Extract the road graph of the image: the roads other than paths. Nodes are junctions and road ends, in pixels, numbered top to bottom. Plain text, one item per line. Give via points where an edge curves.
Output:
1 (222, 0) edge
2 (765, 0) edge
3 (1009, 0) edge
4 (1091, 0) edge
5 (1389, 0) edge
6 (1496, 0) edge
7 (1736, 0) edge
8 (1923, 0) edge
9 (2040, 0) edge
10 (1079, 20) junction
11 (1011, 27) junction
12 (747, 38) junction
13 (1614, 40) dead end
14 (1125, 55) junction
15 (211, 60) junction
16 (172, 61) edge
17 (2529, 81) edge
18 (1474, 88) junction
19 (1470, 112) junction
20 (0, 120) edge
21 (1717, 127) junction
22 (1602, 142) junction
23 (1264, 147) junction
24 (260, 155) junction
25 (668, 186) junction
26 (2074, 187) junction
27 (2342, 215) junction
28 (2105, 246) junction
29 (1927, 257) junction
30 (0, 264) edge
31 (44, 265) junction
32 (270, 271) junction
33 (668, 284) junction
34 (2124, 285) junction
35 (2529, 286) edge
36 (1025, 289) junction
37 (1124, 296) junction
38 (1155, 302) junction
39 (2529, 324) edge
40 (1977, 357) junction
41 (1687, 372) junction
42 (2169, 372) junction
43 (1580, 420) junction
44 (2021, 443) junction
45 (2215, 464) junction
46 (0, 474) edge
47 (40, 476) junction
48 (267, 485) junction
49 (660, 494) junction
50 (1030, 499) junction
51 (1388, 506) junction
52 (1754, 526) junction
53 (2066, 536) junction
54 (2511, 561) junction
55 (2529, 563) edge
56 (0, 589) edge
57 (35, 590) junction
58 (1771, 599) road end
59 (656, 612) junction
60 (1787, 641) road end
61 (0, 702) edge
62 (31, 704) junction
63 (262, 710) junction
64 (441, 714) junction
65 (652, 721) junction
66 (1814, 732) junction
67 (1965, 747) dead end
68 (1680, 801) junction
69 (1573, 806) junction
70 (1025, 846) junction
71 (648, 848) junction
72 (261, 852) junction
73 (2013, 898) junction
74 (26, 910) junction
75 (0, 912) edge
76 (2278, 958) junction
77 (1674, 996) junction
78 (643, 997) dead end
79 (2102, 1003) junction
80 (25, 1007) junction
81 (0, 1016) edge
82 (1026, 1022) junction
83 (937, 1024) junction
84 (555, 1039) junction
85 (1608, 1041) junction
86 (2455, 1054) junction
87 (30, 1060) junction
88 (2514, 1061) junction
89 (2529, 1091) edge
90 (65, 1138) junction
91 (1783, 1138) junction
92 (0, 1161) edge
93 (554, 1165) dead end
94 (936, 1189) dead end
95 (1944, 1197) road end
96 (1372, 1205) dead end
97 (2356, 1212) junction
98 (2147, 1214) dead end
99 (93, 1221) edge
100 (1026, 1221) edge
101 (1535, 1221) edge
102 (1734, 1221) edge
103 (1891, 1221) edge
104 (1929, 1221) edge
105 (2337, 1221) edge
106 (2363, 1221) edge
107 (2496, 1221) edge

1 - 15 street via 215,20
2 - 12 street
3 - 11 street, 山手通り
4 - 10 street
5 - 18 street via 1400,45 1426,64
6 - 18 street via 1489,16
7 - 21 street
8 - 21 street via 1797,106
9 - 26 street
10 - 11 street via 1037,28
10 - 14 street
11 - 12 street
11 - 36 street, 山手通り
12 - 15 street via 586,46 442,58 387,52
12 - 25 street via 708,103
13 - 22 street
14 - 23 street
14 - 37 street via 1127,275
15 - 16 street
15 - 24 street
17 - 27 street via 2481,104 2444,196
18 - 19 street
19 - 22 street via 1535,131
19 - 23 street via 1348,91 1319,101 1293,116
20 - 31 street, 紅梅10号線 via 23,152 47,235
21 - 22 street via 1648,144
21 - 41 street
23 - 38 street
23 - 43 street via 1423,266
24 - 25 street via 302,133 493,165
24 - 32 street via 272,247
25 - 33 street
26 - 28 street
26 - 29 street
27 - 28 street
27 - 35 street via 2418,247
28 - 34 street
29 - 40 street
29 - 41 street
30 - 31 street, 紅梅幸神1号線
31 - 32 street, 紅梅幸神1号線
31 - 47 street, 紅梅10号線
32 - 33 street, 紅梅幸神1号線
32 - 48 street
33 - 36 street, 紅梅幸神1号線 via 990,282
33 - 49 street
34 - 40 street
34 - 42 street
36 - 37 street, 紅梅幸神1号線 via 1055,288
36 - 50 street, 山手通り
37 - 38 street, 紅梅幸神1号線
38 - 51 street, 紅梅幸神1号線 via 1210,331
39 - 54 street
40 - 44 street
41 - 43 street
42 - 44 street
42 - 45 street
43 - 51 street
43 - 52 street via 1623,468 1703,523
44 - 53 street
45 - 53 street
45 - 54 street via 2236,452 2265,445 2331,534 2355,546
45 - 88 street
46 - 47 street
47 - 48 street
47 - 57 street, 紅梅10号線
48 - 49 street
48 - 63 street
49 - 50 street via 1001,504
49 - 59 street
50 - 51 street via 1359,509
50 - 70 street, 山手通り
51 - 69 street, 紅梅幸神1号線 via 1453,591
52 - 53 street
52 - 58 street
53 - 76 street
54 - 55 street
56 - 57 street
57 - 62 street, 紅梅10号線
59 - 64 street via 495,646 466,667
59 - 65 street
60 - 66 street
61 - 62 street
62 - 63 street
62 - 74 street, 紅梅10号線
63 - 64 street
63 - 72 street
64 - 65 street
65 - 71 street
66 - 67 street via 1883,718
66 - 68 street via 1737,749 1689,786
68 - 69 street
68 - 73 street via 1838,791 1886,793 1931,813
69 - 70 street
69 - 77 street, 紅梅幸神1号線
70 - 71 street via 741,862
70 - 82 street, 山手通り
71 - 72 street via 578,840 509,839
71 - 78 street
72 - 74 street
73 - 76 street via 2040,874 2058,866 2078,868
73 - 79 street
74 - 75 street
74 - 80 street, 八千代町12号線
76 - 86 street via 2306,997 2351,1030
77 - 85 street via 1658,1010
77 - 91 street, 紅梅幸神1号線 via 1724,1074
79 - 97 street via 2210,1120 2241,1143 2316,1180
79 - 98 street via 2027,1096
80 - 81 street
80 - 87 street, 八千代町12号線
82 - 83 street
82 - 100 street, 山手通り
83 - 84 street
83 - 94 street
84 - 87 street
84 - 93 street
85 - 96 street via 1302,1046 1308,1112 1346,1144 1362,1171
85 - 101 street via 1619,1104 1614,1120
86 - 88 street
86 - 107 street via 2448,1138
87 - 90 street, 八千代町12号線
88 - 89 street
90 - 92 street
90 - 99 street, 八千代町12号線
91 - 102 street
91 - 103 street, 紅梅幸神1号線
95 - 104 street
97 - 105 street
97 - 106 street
··········
* _Problem to work on_:
The entire listing must be repeated without a single change.

* _Response to this task_:
Extract the road graph of the image: the roads other than paths. Nodes are junctions and road ends, in pixels, numbered top to bottom. Plain text, one item per line. Give via points where an edge curves.
Output:
1 (222, 0) edge
2 (765, 0) edge
3 (1009, 0) edge
4 (1091, 0) edge
5 (1389, 0) edge
6 (1496, 0) edge
7 (1736, 0) edge
8 (1923, 0) edge
9 (2040, 0) edge
10 (1079, 20) junction
11 (1011, 27) junction
12 (747, 38) junction
13 (1614, 40) dead end
14 (1125, 55) junction
15 (211, 60) junction
16 (172, 61) edge
17 (2529, 81) edge
18 (1474, 88) junction
19 (1470, 112) junction
20 (0, 120) edge
21 (1717, 127) junction
22 (1602, 142) junction
23 (1264, 147) junction
24 (260, 155) junction
25 (668, 186) junction
26 (2074, 187) junction
27 (2342, 215) junction
28 (2105, 246) junction
29 (1927, 257) junction
30 (0, 264) edge
31 (44, 265) junction
32 (270, 271) junction
33 (668, 284) junction
34 (2124, 285) junction
35 (2529, 286) edge
36 (1025, 289) junction
37 (1124, 296) junction
38 (1155, 302) junction
39 (2529, 324) edge
40 (1977, 357) junction
41 (1687, 372) junction
42 (2169, 372) junction
43 (1580, 420) junction
44 (2021, 443) junction
45 (2215, 464) junction
46 (0, 474) edge
47 (40, 476) junction
48 (267, 485) junction
49 (660, 494) junction
50 (1030, 499) junction
51 (1388, 506) junction
52 (1754, 526) junction
53 (2066, 536) junction
54 (2511, 561) junction
55 (2529, 563) edge
56 (0, 589) edge
57 (35, 590) junction
58 (1771, 599) road end
59 (656, 612) junction
60 (1787, 641) road end
61 (0, 702) edge
62 (31, 704) junction
63 (262, 710) junction
64 (441, 714) junction
65 (652, 721) junction
66 (1814, 732) junction
67 (1965, 747) dead end
68 (1680, 801) junction
69 (1573, 806) junction
70 (1025, 846) junction
71 (648, 848) junction
72 (261, 852) junction
73 (2013, 898) junction
74 (26, 910) junction
75 (0, 912) edge
76 (2278, 958) junction
77 (1674, 996) junction
78 (643, 997) dead end
79 (2102, 1003) junction
80 (25, 1007) junction
81 (0, 1016) edge
82 (1026, 1022) junction
83 (937, 1024) junction
84 (555, 1039) junction
85 (1608, 1041) junction
86 (2455, 1054) junction
87 (30, 1060) junction
88 (2514, 1061) junction
89 (2529, 1091) edge
90 (65, 1138) junction
91 (1783, 1138) junction
92 (0, 1161) edge
93 (554, 1165) dead end
94 (936, 1189) dead end
95 (1944, 1197) road end
96 (1372, 1205) dead end
97 (2356, 1212) junction
98 (2147, 1214) dead end
99 (93, 1221) edge
100 (1026, 1221) edge
101 (1535, 1221) edge
102 (1734, 1221) edge
103 (1891, 1221) edge
104 (1929, 1221) edge
105 (2337, 1221) edge
106 (2363, 1221) edge
107 (2496, 1221) edge

1 - 15 street via 215,20
2 - 12 street
3 - 11 street, 山手通り
4 - 10 street
5 - 18 street via 1400,45 1426,64
6 - 18 street via 1489,16
7 - 21 street
8 - 21 street via 1797,106
9 - 26 street
10 - 11 street via 1037,28
10 - 14 street
11 - 12 street
11 - 36 street, 山手通り
12 - 15 street via 586,46 442,58 387,52
12 - 25 street via 708,103
13 - 22 street
14 - 23 street
14 - 37 street via 1127,275
15 - 16 street
15 - 24 street
17 - 27 street via 2481,104 2444,196
18 - 19 street
19 - 22 street via 1535,131
19 - 23 street via 1348,91 1319,101 1293,116
20 - 31 street, 紅梅10号線 via 23,152 47,235
21 - 22 street via 1648,144
21 - 41 street
23 - 38 street
23 - 43 street via 1423,266
24 - 25 street via 302,133 493,165
24 - 32 street via 272,247
25 - 33 street
26 - 28 street
26 - 29 street
27 - 28 street
27 - 35 street via 2418,247
28 - 34 street
29 - 40 street
29 - 41 street
30 - 31 street, 紅梅幸神1号線
31 - 32 street, 紅梅幸神1号線
31 - 47 street, 紅梅10号線
32 - 33 street, 紅梅幸神1号線
32 - 48 street
33 - 36 street, 紅梅幸神1号線 via 990,282
33 - 49 street
34 - 40 street
34 - 42 street
36 - 37 street, 紅梅幸神1号線 via 1055,288
36 - 50 street, 山手通り
37 - 38 street, 紅梅幸神1号線
38 - 51 street, 紅梅幸神1号線 via 1210,331
39 - 54 street
40 - 44 street
41 - 43 street
42 - 44 street
42 - 45 street
43 - 51 street
43 - 52 street via 1623,468 1703,523
44 - 53 street
45 - 53 street
45 - 54 street via 2236,452 2265,445 2331,534 2355,546
45 - 88 street
46 - 47 street
47 - 48 street
47 - 57 street, 紅梅10号線
48 - 49 street
48 - 63 street
49 - 50 street via 1001,504
49 - 59 street
50 - 51 street via 1359,509
50 - 70 street, 山手通り
51 - 69 street, 紅梅幸神1号線 via 1453,591
52 - 53 street
52 - 58 street
53 - 76 street
54 - 55 street
56 - 57 street
57 - 62 street, 紅梅10号線
59 - 64 street via 495,646 466,667
59 - 65 street
60 - 66 street
61 - 62 street
62 - 63 street
62 - 74 street, 紅梅10号線
63 - 64 street
63 - 72 street
64 - 65 street
65 - 71 street
66 - 67 street via 1883,718
66 - 68 street via 1737,749 1689,786
68 - 69 street
68 - 73 street via 1838,791 1886,793 1931,813
69 - 70 street
69 - 77 street, 紅梅幸神1号線
70 - 71 street via 741,862
70 - 82 street, 山手通り
71 - 72 street via 578,840 509,839
71 - 78 street
72 - 74 street
73 - 76 street via 2040,874 2058,866 2078,868
73 - 79 street
74 - 75 street
74 - 80 street, 八千代町12号線
76 - 86 street via 2306,997 2351,1030
77 - 85 street via 1658,1010
77 - 91 street, 紅梅幸神1号線 via 1724,1074
79 - 97 street via 2210,1120 2241,1143 2316,1180
79 - 98 street via 2027,1096
80 - 81 street
80 - 87 street, 八千代町12号線
82 - 83 street
82 - 100 street, 山手通り
83 - 84 street
83 - 94 street
84 - 87 street
84 - 93 street
85 - 96 street via 1302,1046 1308,1112 1346,1144 1362,1171
85 - 101 street via 1619,1104 1614,1120
86 - 88 street
86 - 107 street via 2448,1138
87 - 90 street, 八千代町12号線
88 - 89 street
90 - 92 street
90 - 99 street, 八千代町12号線
91 - 102 street
91 - 103 street, 紅梅幸神1号線
95 - 104 street
97 - 105 street
97 - 106 street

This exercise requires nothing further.